◆ DATA TO PROCESS:
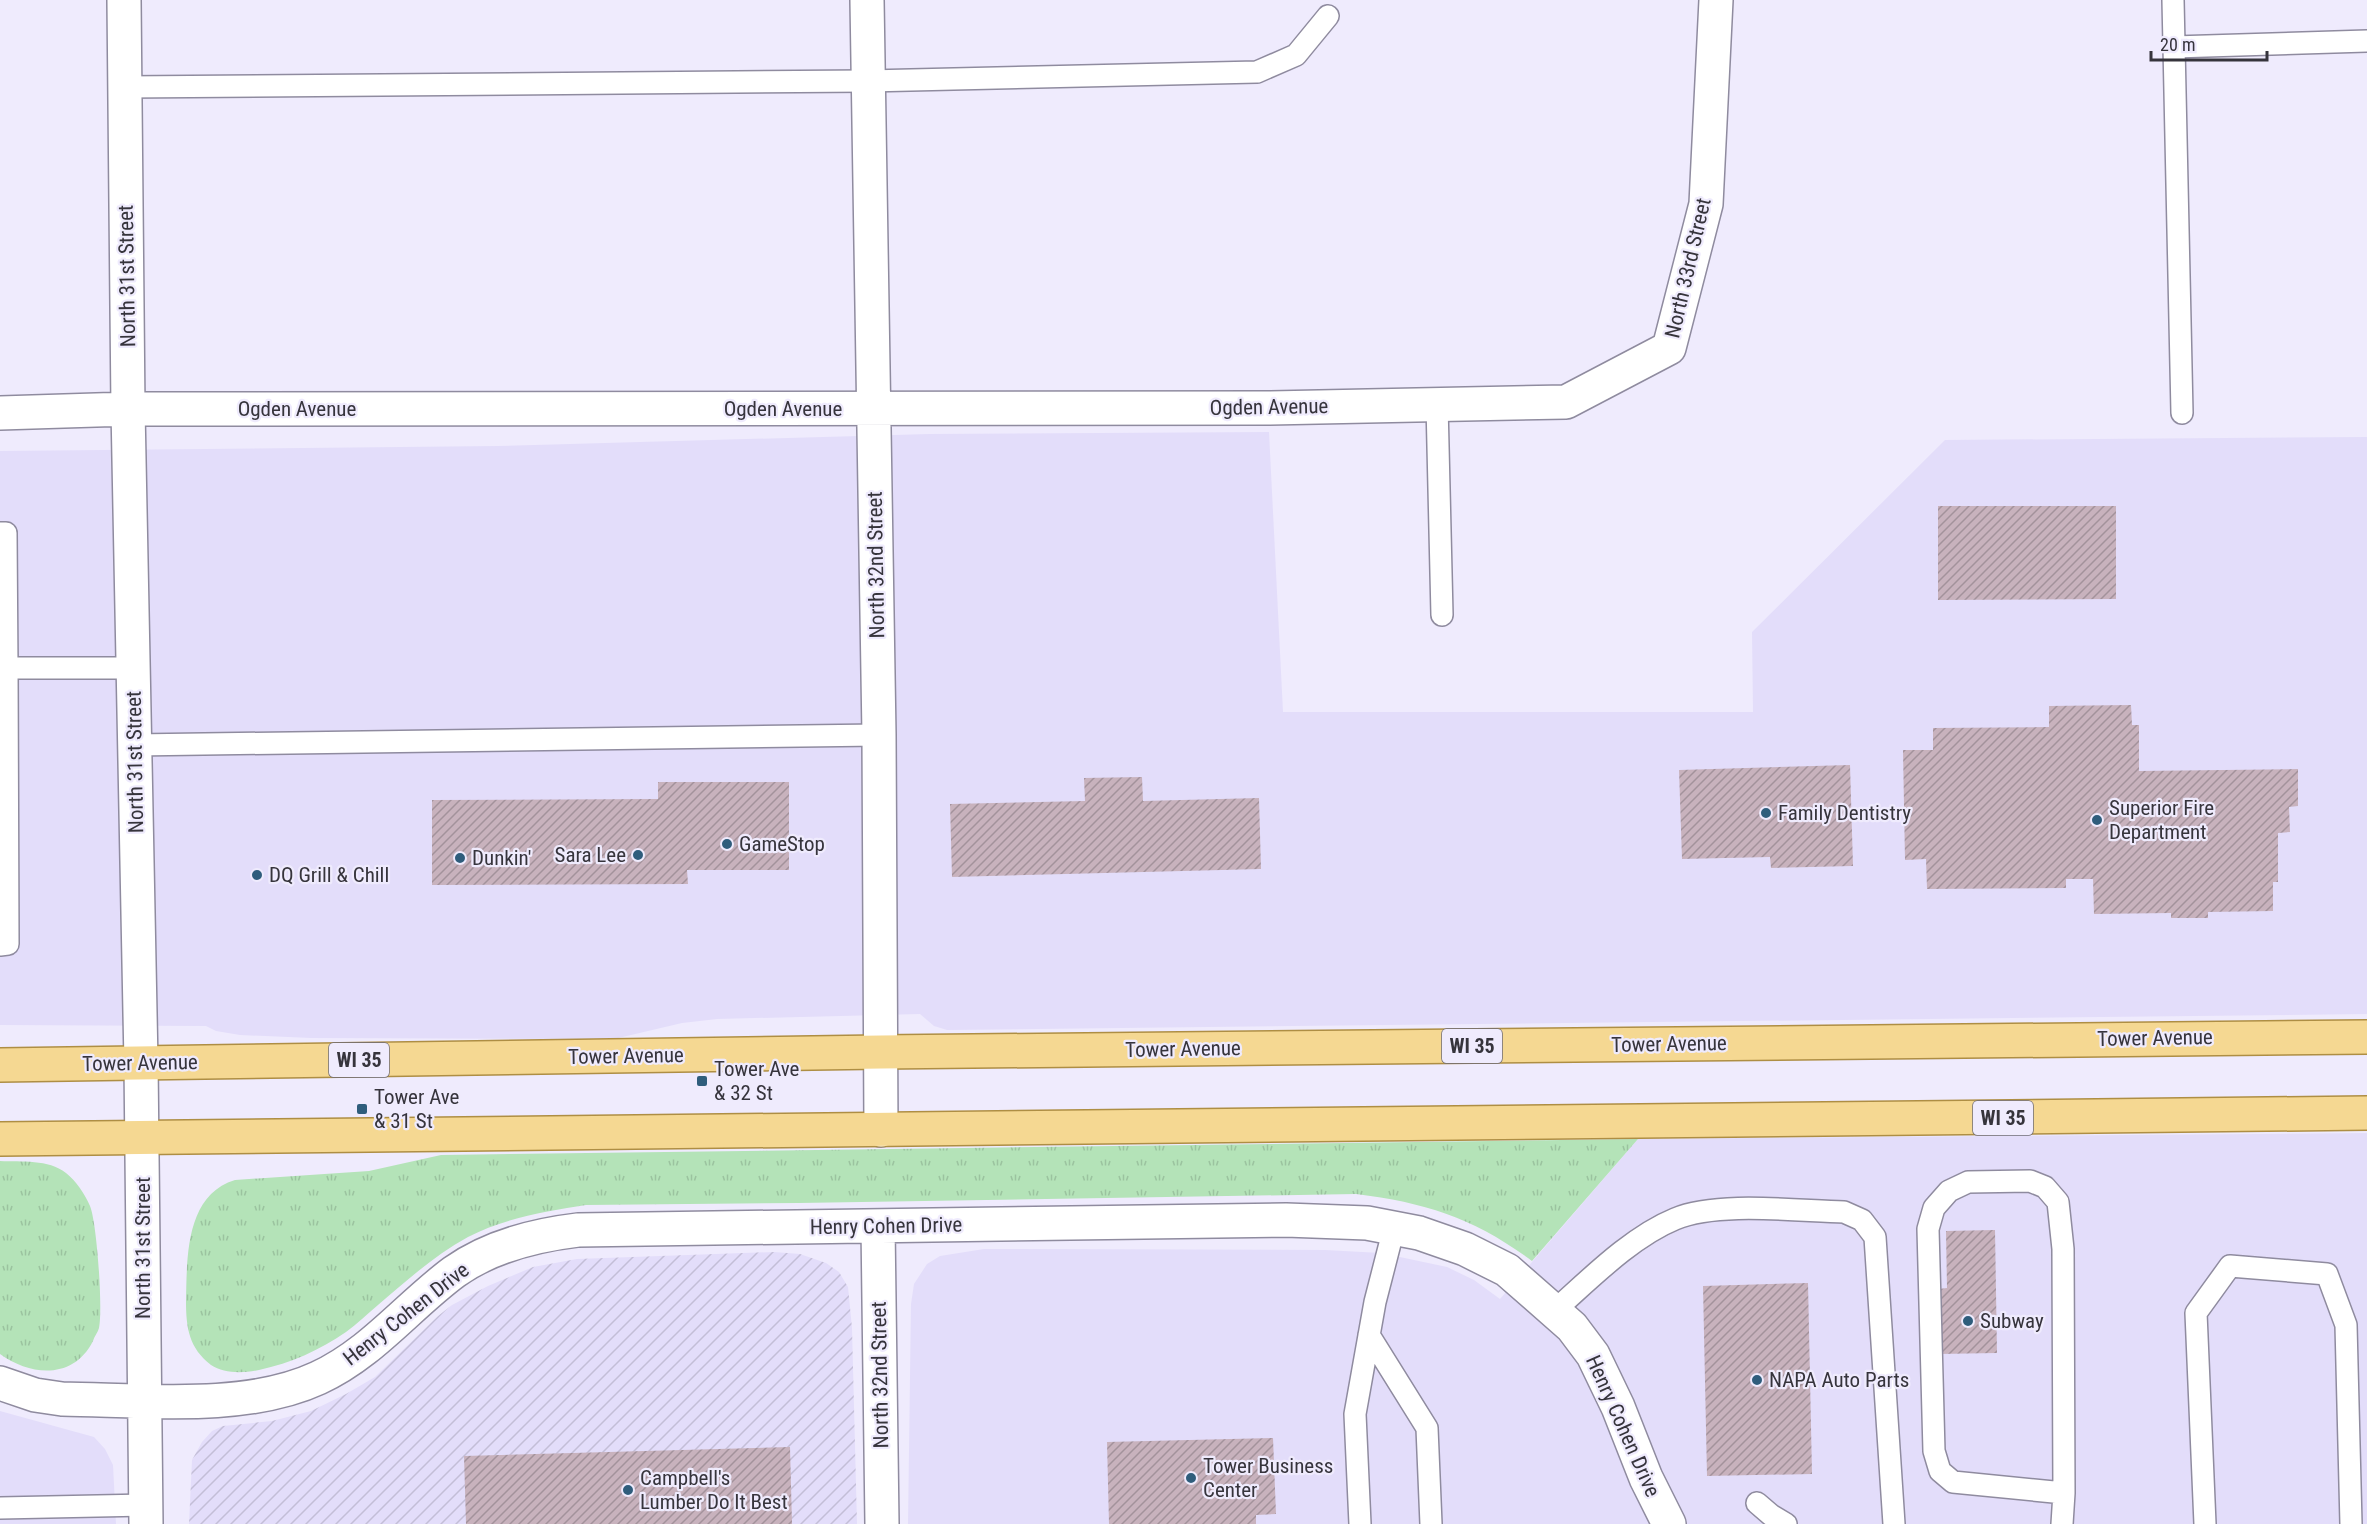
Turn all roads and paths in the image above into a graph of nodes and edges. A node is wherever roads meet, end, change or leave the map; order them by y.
1 (124, 0) edge
2 (867, 0) edge
3 (1716, 0) edge
4 (2173, 0) edge
5 (1328, 16) dead end
6 (2367, 41) edge
7 (2174, 46) junction
8 (868, 81) junction
9 (125, 87) junction
10 (1566, 402) joint
11 (1437, 404) junction
12 (128, 409) junction
13 (873, 409) junction
14 (0, 412) edge
15 (2182, 412) dead end
16 (0, 533) edge
17 (1442, 615) dead end
18 (7, 668) junction
19 (133, 668) junction
20 (879, 735) junction
21 (135, 745) junction
22 (0, 945) edge
23 (2367, 1037) edge
24 (881, 1052) junction
25 (141, 1063) junction
26 (0, 1065) edge
27 (2367, 1113) edge
28 (881, 1130) junction
29 (142, 1137) junction
30 (0, 1138) edge
31 (878, 1226) junction
32 (1394, 1228) junction
33 (1554, 1311) junction
34 (1369, 1335) junction
35 (0, 1383) edge
36 (143, 1400) junction
37 (2064, 1493) junction
38 (1757, 1503) dead end
39 (0, 1508) edge
40 (146, 1514) edge
41 (882, 1524) edge
42 (1360, 1524) edge
43 (1431, 1524) edge
44 (1669, 1524) edge
45 (1786, 1524) edge
46 (1894, 1524) edge
47 (2062, 1524) edge
48 (2205, 1524) edge
49 (2351, 1524) edge

1 - 9 street, North 31st Street
2 - 8 street, North 32nd Street
3 - 10 street, North 33rd Street
4 - 7 lane
5 - 8 lane
6 - 7 lane
7 - 15 lane
8 - 9 lane
8 - 13 street, North 32nd Street
9 - 12 street, North 31st Street
10 - 11 street, Ogden Avenue
11 - 13 street, Ogden Avenue
11 - 17 lane
12 - 13 street, Ogden Avenue
12 - 14 street, Ogden Avenue
12 - 19 street, North 31st Street
13 - 20 street, North 32nd Street
16 - 18 lane
18 - 19 lane
18 - 22 lane
19 - 21 street, North 31st Street
20 - 21 lane
20 - 24 street, North 32nd Street
21 - 25 street, North 31st Street
23 - 24 main road, Tower Avenue / WI 35
24 - 25 main road, Tower Avenue / WI 35
24 - 28 street, North 32nd Street
25 - 26 main road, Tower Avenue / WI 35
25 - 29 street, North 31st Street
27 - 28 main road, WI 35
28 - 29 main road, WI 35
29 - 30 main road, WI 35
29 - 36 street, North 31st Street
31 - 32 street, Henry Cohen Drive
31 - 36 street, Henry Cohen Drive
31 - 41 street, North 32nd Street
32 - 33 street, Henry Cohen Drive
32 - 34 lane
33 - 44 street, Henry Cohen Drive
33 - 46 lane
34 - 42 lane
34 - 43 lane
35 - 36 street, Henry Cohen Drive
36 - 40 street, North 31st Street
37 - 37 lane
37 - 47 lane
38 - 45 lane
39 - 40 lane
48 - 49 lane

◆ WHAT THE TASK ASKS:
In the listing above, how many of the lines include "Tower"? Give only the figure.

◆ EXERCISE OUTPUT:
3